Friday, January 11, 2013

Just My Time To Relax



(…after celebrating my birthday this 2013… Praise God…amen)





My daughter is now asleep.  She is so asleep that I am able to enjoy my moment.  I started turning on the television and placed one of those old movies entitled Notting Hill starred by Julia Roberts and Hugh Grant in the DVD player.  I prepared my coffee, ate some dinner and just allowed myself to be while watching the film.  I admit it is so relaxing.  This is just one of those mom’s joyful silent moment.  I call it a real good opportunity and time to be just with myself.

The movie I am watching has been played over and over again in the past so I need not have that really deep thinking to analyze it.  So I tried to hop in  my computer  to encode this article. 

So what has been with me lately.  I just celebrated my 39th birthday 2 days ago.  Something that I did not expect to really have guests in the house.  You see the last Christmas and new year’s holidays made me so busy hopping from my “mommy responsibilities” to my baby girl to being a wife to being a student plus dealtwith some concerns with my part-time / consultancy job.  I just sort of did some exhibitions with everything.  But by God’s grace I am able to do that. 

I just love this time to relax with myself and relaxing can mean doing what I love doing also that is writing.  Oh I miss so much doing this.  I miss so much jotting just anything on my computer screen.  But then,  I admit I am doing everyday other than writing the most wonderful “jobs” of a mother.  That is nurturing a baby.  Oh I love so much …more than anything in this whole world being able to love and affect in anyway I can through my baby (hehe oops other than my husband:-)).

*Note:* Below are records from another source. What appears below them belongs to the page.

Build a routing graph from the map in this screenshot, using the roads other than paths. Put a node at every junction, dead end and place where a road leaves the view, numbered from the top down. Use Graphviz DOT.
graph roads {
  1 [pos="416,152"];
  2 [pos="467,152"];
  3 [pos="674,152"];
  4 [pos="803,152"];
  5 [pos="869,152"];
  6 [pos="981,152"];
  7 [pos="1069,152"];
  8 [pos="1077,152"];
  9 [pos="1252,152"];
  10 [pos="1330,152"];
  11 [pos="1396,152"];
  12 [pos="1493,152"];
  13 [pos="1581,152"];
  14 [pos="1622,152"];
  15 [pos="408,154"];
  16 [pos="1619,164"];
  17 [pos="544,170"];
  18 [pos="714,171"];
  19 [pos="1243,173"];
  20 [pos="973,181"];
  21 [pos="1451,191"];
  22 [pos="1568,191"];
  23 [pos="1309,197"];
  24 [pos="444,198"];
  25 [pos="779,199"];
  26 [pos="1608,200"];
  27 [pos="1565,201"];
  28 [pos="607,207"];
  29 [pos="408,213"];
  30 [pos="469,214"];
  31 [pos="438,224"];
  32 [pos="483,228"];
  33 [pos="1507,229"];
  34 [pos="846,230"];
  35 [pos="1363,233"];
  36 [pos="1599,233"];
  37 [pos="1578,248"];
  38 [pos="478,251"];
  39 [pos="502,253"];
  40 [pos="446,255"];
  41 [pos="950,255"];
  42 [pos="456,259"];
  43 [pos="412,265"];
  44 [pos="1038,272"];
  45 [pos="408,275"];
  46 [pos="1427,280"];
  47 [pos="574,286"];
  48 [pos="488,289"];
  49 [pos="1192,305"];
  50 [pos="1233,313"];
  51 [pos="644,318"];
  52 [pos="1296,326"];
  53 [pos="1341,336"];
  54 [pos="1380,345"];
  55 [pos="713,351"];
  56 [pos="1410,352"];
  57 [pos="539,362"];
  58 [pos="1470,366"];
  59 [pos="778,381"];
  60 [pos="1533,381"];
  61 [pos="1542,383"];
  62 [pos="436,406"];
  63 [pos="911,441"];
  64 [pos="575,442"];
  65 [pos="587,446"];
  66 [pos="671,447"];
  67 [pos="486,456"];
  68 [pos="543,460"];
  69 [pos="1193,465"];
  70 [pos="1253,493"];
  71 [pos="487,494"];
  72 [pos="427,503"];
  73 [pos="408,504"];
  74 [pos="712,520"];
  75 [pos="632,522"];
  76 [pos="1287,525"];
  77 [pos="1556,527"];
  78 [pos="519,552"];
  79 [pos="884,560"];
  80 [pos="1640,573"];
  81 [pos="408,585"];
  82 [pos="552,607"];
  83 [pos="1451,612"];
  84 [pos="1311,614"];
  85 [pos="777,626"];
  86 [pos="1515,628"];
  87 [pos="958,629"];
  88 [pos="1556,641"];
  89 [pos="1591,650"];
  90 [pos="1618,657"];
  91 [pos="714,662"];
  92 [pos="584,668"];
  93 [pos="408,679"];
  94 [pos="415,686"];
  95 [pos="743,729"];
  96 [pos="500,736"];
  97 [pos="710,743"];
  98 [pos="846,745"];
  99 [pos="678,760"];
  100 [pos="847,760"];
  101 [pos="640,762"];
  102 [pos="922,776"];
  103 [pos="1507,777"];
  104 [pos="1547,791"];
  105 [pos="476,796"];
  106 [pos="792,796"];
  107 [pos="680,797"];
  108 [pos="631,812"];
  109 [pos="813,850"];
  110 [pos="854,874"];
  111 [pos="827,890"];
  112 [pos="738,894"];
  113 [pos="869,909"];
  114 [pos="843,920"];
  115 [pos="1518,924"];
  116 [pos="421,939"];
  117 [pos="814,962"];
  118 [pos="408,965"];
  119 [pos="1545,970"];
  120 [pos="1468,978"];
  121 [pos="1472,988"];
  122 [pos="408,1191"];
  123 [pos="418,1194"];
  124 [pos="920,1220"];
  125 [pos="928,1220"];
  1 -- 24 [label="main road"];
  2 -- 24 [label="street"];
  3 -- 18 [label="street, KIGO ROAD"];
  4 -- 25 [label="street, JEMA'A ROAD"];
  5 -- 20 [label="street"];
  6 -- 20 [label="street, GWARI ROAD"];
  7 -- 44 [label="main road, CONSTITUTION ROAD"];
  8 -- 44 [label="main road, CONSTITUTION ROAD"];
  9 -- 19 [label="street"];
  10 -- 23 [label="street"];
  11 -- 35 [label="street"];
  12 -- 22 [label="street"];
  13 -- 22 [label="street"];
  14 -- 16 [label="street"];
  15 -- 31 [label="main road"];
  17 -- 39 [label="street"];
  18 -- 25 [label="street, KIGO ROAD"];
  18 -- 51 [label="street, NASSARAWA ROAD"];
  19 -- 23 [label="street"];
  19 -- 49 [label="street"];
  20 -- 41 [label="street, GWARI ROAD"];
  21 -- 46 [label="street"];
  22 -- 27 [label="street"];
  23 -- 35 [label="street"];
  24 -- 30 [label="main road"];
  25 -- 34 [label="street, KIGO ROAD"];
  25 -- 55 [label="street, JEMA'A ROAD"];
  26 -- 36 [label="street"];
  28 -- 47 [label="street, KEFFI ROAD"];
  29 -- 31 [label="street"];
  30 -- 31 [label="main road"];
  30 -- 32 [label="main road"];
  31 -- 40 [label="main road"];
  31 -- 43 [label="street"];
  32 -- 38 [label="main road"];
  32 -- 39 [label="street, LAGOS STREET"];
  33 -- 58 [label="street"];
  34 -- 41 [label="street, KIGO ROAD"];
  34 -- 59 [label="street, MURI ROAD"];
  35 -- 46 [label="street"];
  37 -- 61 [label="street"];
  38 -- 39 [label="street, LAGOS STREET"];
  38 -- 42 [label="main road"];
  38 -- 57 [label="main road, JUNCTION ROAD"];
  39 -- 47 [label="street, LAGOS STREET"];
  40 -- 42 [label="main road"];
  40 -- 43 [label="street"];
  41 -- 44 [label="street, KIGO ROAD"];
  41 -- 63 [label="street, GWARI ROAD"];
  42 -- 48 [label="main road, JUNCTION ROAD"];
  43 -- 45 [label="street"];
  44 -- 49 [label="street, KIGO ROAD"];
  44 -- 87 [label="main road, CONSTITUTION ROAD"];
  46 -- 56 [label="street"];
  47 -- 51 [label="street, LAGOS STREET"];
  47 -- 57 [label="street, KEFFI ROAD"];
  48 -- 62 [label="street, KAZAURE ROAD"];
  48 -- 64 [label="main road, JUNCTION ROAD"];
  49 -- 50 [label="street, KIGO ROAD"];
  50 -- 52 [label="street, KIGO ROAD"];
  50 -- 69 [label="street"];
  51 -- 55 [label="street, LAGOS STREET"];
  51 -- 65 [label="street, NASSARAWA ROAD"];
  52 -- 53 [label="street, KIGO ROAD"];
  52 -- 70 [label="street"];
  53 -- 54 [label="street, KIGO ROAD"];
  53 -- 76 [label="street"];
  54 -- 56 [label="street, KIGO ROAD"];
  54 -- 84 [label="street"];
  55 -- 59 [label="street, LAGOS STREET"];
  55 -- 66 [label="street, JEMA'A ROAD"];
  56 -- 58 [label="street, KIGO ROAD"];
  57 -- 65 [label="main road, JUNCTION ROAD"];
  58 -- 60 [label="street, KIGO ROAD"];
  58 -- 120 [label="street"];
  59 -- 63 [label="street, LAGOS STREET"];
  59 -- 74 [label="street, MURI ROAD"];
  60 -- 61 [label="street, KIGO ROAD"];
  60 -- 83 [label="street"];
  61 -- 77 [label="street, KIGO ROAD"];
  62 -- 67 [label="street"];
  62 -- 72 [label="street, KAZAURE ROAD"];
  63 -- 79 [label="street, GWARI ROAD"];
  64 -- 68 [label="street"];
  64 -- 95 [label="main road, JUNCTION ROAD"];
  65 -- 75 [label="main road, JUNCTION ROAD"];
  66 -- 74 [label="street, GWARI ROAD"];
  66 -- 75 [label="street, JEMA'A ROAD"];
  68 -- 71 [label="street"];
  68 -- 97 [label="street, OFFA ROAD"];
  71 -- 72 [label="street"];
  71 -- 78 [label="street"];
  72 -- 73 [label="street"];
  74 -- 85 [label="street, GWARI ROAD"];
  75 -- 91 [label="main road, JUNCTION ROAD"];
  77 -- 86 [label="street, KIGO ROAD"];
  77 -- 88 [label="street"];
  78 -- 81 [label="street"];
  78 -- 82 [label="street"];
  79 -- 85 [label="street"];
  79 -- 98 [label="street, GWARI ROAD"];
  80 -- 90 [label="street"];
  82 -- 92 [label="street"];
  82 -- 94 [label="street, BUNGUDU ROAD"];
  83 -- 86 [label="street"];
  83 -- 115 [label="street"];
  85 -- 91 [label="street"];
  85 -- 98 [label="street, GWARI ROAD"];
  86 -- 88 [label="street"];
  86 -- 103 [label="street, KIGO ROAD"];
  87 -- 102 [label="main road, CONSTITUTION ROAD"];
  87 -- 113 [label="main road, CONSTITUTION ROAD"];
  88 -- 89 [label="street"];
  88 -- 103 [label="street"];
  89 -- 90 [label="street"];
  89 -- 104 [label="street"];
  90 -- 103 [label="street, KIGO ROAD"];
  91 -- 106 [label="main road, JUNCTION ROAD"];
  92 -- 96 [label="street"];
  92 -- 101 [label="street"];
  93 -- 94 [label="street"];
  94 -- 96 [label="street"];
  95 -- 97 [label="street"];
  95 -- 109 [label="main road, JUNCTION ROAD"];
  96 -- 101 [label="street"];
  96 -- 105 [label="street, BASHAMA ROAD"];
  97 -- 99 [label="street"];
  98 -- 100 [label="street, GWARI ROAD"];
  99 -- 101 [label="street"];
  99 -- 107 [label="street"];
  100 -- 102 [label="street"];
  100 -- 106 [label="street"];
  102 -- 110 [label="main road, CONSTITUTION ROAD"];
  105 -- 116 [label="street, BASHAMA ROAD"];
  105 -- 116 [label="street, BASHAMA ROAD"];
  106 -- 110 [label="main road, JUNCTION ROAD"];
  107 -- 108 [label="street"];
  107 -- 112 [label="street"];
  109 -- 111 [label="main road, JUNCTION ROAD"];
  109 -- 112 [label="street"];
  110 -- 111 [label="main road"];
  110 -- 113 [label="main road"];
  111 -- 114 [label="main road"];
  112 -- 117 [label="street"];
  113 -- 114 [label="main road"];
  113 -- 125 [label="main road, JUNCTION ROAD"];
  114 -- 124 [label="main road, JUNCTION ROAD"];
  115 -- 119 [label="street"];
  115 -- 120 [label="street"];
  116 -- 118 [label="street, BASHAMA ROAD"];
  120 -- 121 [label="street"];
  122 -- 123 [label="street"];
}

So I think of this moment as a gift for a mom.  I just felt that when I placed my daughter on the bed I realized how I could have the rest of the time to pick up.  What are those that I would want to pick up?  A lot such as :

1.     Decide and choose to have the time for myself.

Perhaps those moments that I was so drained and tired was giving me the message already to keep in touch with myself. And I did not have that time to seriously consider  the “fancy” that I could be able to give with myself if I just allow that special time with myself ( hahahhaha now I am beginning to realize I have been stating this same thought over and over again in this article geezzz).

2.     Eat the right kinds of food

Lately I just allow myself to eat whatever there is on the fridge or whatever available food we have to cook.  I have been plunging into eating a lot of meat lately.  Though I feel trimmed physically already but it has been a concern for me when I got constipated after I delivered my baby.  So I thought eating more fibrous food and digesting or chewing my food well would greatly help and to really be more conscious with the eating the right kinds of food.

3.    My 39th Birthday

An old friend of mine asked me once if age is an issue for me.  What he meant was that if I am comfortable when I am asked about how  old I am.  I told him that I don’t have any problem with it.  But as I age, I felt otherwise.  I seem to be uncomfortable  when asked about age.  So to help myself deal with it, I feel that writing and divulging it through my blog site.  This I feel at this time also would greatly help me deal with my sort of “insecurity”.  Another way of dealing with it is to tell myself that “age is God’s grace… age reminds me of God’s gift…my life…being alive for 39 long years”.  That is so beautiful isn’t it?  So for me being uncomfortable with it is being uncomfortable with the ONE giving it.  A denial of the generosity of God:-)...ouch...

4.     My Faith

 I was told the other day that the theme for this year – 2013 is the year of Faith.   This is an armor that I need to put on and be my shield for this year.  This is the grace that I was allowed to feel last January 1, 2013.  This is now my  guiding principle as I continue through this year.  Faith in Someone known that is God.  Faith in Him that something unknown for me may take shape and happen.  Faith that something beautiful can happen for those that simply – Believe.

5.     Self confidence

A lot of times in the past, I had an ego –based confidence.  What do I mean by that? Ego-based is mainly based on the self.  This type of confidence is self-reliant and does not acknowledge Someone higher than the self.  The self anchored on God is  courageous such that even in the midst of the many challenges and acknowledging the feeling of fear yet feels that God is the strong shield.   This is what true self-confidence is.  And in triumph one embraces humility acknowledging that God is his / her source of victory.

Truly this time for myself is one of the best moments I have.  This is just  my moment to sort of re-shine myself.  Thank you God.